Publimed. March 2013
Background/objectives:Vitamin D has anti-inflammatory and immune-regulating properties. We aimed to determine if high-dose cholecalciferol supplementation for 1 year in subjects with early chronic kidney disease (CKD) improved circulating markers of inflammation and immunity.
Subjects/methods:In this double-blind, randomized, placebo-controlled trial, 46 subjects with early CKD (stages 2 and 3) were supplemented with oral cholecalciferol (50 000 IU weekly for 12 weeks followed by 50 000 IU every other week for 40 weeks) or a matching placebo for 1 year.
Serum tumor necrosis factor-α, interleukin-6, monocyte chemoattractant protein-1 (MCP-1), interferon gamma-induced protein-10 and neutrophil gelatinase-associated lipocalin were measured at baseline, 12 weeks and 1 year.

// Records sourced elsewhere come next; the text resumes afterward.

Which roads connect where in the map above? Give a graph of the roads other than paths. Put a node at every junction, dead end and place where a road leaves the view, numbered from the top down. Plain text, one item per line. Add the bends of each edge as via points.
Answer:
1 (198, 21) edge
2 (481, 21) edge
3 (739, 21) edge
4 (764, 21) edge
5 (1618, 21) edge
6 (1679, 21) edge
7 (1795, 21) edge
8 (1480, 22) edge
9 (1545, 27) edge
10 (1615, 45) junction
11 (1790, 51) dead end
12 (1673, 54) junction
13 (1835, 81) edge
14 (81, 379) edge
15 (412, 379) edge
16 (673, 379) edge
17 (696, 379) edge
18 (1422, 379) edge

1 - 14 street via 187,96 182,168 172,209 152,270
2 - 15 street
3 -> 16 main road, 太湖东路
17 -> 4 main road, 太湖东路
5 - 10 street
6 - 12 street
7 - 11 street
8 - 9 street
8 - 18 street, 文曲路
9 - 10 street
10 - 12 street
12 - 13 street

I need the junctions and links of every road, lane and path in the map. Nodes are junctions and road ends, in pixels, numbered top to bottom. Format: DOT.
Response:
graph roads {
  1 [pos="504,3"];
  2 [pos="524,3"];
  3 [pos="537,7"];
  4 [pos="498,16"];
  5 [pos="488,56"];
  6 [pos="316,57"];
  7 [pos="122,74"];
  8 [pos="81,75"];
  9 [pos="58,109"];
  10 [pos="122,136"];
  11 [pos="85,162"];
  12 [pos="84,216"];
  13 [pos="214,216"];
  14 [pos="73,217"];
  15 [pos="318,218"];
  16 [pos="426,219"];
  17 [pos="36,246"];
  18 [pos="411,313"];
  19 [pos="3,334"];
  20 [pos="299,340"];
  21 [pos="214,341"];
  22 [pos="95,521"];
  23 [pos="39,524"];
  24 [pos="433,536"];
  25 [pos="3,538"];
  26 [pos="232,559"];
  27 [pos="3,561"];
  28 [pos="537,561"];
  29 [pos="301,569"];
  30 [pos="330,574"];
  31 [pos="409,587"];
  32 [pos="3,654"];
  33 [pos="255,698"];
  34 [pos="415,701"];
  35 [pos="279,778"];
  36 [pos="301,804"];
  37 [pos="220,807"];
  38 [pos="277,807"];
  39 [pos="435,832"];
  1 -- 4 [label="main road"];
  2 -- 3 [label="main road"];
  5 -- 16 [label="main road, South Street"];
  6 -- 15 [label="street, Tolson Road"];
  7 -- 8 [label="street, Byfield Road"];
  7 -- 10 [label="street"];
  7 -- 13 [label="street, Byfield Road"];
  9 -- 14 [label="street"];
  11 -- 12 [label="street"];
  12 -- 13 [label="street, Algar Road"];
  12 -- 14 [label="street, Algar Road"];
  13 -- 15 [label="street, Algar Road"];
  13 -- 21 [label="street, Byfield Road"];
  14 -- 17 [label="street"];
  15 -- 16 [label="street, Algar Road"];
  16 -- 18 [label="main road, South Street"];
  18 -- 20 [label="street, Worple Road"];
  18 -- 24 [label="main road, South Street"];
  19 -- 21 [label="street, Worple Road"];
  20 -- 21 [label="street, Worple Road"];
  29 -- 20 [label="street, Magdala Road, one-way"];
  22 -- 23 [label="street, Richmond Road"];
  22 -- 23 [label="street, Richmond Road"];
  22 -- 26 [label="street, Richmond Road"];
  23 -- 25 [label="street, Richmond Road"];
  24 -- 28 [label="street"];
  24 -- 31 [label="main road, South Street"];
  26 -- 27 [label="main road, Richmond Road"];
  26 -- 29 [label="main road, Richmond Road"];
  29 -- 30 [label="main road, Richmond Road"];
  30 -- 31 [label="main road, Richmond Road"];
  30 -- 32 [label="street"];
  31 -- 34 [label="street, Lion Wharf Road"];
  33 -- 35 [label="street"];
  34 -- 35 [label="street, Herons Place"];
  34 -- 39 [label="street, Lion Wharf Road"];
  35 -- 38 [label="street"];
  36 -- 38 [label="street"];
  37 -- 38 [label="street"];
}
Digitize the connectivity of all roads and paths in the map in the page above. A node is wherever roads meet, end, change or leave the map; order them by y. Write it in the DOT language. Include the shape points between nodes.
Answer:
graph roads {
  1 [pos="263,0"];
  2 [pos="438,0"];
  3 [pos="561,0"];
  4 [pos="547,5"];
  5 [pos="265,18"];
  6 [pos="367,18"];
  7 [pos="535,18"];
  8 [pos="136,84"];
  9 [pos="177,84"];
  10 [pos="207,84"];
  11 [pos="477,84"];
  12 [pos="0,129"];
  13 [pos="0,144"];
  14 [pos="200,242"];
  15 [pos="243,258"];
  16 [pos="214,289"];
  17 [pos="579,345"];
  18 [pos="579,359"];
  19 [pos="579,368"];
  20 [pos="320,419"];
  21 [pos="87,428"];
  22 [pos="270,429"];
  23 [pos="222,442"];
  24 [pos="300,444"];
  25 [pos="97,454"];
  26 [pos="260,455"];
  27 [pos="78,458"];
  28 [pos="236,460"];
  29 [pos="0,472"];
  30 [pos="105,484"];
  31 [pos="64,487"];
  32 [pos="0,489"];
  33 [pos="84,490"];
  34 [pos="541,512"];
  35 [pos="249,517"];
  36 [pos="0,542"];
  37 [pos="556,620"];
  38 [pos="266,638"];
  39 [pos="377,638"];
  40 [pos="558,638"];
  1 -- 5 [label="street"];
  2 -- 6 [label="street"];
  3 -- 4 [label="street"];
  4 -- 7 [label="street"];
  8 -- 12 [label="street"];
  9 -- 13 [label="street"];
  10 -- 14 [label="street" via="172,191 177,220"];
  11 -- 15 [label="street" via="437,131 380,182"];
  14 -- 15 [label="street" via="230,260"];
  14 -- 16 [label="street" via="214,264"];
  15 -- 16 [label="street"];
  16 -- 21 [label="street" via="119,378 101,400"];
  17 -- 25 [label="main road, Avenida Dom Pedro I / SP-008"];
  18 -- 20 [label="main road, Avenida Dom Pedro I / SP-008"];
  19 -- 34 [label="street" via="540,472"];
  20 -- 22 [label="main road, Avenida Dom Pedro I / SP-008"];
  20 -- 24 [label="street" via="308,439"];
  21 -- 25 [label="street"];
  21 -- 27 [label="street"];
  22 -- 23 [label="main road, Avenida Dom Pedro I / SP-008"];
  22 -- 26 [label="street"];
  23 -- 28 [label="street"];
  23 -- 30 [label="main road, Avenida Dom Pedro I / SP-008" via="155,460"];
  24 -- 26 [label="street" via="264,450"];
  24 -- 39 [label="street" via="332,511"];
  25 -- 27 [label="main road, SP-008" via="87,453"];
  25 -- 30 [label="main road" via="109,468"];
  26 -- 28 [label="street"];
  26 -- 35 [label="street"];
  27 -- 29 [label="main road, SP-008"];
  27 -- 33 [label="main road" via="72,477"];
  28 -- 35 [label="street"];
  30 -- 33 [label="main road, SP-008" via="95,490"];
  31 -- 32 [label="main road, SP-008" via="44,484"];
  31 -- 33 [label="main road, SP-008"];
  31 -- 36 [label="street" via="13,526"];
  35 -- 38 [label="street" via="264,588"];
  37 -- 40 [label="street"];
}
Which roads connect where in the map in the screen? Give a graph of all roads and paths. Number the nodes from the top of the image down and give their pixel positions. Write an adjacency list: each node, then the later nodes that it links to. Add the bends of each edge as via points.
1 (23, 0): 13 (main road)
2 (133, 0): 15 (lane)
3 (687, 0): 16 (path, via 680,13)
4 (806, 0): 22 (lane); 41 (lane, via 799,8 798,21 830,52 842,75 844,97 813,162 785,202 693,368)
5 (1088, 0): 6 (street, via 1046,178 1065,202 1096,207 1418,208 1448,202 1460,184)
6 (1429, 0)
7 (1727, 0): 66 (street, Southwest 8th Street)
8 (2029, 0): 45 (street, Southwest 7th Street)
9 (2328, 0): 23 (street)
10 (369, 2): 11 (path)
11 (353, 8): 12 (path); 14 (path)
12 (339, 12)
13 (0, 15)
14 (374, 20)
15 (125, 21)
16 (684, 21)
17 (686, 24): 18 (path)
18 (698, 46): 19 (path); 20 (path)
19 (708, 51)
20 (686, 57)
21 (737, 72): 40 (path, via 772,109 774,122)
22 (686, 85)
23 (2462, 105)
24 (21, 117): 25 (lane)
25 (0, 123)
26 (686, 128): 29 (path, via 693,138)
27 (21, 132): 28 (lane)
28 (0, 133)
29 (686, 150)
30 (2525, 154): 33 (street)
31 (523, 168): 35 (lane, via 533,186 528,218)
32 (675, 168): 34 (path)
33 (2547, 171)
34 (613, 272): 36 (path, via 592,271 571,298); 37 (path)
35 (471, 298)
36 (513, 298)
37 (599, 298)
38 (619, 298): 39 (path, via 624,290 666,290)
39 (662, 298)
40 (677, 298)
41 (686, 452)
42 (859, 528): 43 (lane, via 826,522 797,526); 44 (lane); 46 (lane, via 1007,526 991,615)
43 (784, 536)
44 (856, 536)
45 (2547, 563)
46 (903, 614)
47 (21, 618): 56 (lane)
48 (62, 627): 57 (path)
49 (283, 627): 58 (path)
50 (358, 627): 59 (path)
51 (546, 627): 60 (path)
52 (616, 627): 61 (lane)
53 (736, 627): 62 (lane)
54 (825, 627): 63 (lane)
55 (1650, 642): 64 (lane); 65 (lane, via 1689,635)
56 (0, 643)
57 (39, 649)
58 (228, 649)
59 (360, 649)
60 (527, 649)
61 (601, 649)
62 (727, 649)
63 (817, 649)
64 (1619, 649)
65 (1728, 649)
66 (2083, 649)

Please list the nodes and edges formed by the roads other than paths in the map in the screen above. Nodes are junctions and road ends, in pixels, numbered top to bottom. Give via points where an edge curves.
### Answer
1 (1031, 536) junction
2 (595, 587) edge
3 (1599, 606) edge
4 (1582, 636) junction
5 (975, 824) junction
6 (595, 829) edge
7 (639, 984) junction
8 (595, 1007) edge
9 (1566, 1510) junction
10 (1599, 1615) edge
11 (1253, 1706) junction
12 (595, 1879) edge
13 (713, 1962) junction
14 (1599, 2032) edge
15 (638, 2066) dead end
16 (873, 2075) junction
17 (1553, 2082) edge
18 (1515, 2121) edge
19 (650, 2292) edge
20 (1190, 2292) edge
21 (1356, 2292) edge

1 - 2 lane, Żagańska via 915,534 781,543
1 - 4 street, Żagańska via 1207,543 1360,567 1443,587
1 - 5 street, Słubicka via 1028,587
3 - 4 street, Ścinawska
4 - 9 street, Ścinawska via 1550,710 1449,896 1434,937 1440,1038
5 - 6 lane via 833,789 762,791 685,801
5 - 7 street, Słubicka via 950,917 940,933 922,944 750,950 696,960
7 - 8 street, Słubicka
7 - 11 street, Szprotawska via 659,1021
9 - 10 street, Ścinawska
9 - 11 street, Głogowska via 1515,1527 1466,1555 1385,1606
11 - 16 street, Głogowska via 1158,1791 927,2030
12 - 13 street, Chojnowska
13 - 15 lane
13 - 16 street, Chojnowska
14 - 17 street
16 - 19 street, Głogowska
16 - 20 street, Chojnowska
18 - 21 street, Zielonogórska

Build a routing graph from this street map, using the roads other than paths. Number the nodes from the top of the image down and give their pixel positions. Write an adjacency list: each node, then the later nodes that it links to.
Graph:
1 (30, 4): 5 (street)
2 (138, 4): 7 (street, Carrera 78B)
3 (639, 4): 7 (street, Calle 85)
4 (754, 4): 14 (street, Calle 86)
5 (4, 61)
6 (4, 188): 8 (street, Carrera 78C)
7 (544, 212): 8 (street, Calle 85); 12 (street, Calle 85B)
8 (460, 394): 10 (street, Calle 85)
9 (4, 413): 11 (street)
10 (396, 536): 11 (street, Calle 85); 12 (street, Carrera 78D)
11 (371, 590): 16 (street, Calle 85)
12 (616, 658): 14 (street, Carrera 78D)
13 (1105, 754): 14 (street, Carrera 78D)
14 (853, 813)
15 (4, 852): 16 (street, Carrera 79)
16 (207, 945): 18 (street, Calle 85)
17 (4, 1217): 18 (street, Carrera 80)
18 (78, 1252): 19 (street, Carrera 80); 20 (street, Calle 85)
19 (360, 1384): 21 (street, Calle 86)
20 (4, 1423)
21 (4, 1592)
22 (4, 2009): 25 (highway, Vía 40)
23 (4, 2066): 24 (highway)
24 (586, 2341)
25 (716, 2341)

Serum cathelicidin (LL-37) was measured at baseline and 12 weeks. An in vitro experiment was performed to investigate the effect of 1,25-dihydroxyvitamin D (1,25(OH)D) treatment on MCP-1 secretion in THP-1 monocytes activated with lipopolysaccharide (LPS) and Pseudomonas aeruginosa.Results:By 12 weeks, serum MCP-1 decreased in the cholecalciferol group (66.2±2.5 to 60.8±2.6 pg/ml, group-by-time interaction P=0.02) but was not different from baseline at 1 year. Other markers of inflammation and immunity did not change. In vitro, LPS- and Pseudomonas-activated monocytes treated with 1,25(OH)D had significantly less MCP-1 secretion compared with untreated cells.Conclusions:High-dose cholecalciferol decreased serum MCP-1 concentrations by 12 weeks in patients with early CKD, although the decrease was not maintained for the remainder of the year. In vitro results confirm an MCP-1-lowering effect of vitamin D. Future studies should determine if vitamin D-mediated reductions in MCP-1 concentrations reflect improved clinical outcomes.